### Brief:
From the listing below, pick out each line with the word "Maria".

### Dataset entries:
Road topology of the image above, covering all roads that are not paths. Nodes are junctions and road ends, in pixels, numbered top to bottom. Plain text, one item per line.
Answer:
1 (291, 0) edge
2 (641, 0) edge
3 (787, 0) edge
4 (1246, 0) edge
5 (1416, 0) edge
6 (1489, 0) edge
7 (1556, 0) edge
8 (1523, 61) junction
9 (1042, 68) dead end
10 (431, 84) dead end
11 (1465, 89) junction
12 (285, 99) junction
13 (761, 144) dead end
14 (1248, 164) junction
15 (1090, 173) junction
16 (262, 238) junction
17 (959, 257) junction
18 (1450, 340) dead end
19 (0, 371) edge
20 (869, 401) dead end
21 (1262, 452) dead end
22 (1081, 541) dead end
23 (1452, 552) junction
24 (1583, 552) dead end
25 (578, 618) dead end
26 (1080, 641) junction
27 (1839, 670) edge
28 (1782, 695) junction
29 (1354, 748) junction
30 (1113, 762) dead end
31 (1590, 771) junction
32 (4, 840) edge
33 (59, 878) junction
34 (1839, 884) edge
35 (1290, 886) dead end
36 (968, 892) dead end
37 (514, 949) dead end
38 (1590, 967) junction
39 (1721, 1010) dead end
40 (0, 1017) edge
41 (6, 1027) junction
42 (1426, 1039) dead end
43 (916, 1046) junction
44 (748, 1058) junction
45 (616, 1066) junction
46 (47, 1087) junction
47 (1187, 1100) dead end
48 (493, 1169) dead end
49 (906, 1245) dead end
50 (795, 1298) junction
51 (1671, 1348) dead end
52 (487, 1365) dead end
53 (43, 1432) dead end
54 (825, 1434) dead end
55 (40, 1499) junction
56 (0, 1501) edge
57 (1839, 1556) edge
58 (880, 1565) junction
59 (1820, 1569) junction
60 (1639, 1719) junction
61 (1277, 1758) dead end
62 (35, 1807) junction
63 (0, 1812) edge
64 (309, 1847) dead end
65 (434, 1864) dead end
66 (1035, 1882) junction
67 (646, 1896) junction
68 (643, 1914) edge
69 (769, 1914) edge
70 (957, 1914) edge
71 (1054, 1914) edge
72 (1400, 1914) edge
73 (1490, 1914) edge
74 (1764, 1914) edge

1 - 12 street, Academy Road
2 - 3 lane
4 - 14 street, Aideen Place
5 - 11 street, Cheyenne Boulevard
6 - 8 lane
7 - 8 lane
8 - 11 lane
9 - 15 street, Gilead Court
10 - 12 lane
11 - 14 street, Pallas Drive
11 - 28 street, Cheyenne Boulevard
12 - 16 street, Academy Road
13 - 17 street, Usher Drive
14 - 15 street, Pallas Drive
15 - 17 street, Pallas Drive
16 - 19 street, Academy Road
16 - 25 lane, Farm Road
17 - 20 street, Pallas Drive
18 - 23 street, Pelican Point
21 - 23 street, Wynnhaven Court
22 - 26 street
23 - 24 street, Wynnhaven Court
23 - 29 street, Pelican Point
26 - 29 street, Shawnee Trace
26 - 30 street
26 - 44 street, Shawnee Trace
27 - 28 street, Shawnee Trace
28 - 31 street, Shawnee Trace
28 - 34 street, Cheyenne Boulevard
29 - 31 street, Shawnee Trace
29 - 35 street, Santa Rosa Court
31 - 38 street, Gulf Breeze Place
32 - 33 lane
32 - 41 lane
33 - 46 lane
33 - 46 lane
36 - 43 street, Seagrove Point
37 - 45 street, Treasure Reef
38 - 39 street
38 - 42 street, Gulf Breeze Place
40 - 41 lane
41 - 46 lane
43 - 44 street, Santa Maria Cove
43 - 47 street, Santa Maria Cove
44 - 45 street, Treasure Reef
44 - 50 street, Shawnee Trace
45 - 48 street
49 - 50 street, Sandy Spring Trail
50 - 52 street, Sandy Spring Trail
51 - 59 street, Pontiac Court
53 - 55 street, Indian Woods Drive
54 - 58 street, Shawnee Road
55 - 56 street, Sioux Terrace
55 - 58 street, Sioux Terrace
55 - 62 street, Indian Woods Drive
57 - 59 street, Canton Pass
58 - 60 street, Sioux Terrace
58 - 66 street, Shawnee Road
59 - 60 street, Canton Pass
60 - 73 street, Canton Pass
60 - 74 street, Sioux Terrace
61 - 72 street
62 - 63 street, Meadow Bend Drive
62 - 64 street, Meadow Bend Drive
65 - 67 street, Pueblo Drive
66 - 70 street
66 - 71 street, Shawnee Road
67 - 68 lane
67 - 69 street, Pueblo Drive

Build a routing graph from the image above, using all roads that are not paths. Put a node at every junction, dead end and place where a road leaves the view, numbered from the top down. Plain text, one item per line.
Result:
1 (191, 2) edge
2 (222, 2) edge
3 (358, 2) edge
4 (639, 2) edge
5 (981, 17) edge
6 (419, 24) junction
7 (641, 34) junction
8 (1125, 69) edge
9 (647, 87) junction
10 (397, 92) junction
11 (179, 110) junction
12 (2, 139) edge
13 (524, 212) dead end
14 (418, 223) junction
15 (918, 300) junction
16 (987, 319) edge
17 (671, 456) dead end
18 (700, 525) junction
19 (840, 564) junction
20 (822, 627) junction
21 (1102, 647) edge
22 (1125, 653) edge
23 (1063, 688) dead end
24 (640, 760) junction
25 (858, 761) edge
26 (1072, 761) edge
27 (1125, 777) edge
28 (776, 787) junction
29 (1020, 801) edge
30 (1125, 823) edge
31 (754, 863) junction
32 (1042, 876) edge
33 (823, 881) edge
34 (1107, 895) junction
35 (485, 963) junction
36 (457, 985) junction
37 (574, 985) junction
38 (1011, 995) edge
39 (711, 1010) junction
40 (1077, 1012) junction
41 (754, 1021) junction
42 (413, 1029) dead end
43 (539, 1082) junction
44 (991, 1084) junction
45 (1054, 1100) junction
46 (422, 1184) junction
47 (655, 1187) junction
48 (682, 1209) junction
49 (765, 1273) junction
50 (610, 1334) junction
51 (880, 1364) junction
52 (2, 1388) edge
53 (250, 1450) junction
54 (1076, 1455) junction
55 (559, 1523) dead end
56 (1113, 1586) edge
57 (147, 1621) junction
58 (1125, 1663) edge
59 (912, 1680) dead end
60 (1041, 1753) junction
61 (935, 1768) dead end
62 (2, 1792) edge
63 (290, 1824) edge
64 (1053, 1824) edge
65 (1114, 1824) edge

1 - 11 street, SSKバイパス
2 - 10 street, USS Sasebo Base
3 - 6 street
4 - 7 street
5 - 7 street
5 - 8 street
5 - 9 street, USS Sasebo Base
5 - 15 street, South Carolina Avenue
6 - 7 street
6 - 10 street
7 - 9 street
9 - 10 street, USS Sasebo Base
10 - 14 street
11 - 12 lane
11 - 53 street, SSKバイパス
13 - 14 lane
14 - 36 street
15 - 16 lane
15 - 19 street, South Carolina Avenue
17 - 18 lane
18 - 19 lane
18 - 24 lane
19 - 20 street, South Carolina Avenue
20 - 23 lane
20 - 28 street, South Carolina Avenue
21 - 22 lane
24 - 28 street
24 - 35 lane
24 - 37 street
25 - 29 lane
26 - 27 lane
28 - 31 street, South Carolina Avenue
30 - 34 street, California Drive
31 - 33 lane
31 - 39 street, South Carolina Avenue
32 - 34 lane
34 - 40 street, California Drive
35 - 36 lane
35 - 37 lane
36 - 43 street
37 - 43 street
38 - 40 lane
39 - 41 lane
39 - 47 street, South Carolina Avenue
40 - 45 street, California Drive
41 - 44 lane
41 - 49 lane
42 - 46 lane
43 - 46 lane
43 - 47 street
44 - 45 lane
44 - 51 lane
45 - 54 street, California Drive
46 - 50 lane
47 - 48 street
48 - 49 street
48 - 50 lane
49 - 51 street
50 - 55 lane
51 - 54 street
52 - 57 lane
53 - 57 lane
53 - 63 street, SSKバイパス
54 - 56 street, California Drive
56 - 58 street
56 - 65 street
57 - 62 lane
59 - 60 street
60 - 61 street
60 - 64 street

### Response for this exercise:
43 - 44 street, Santa Maria Cove
43 - 47 street, Santa Maria Cove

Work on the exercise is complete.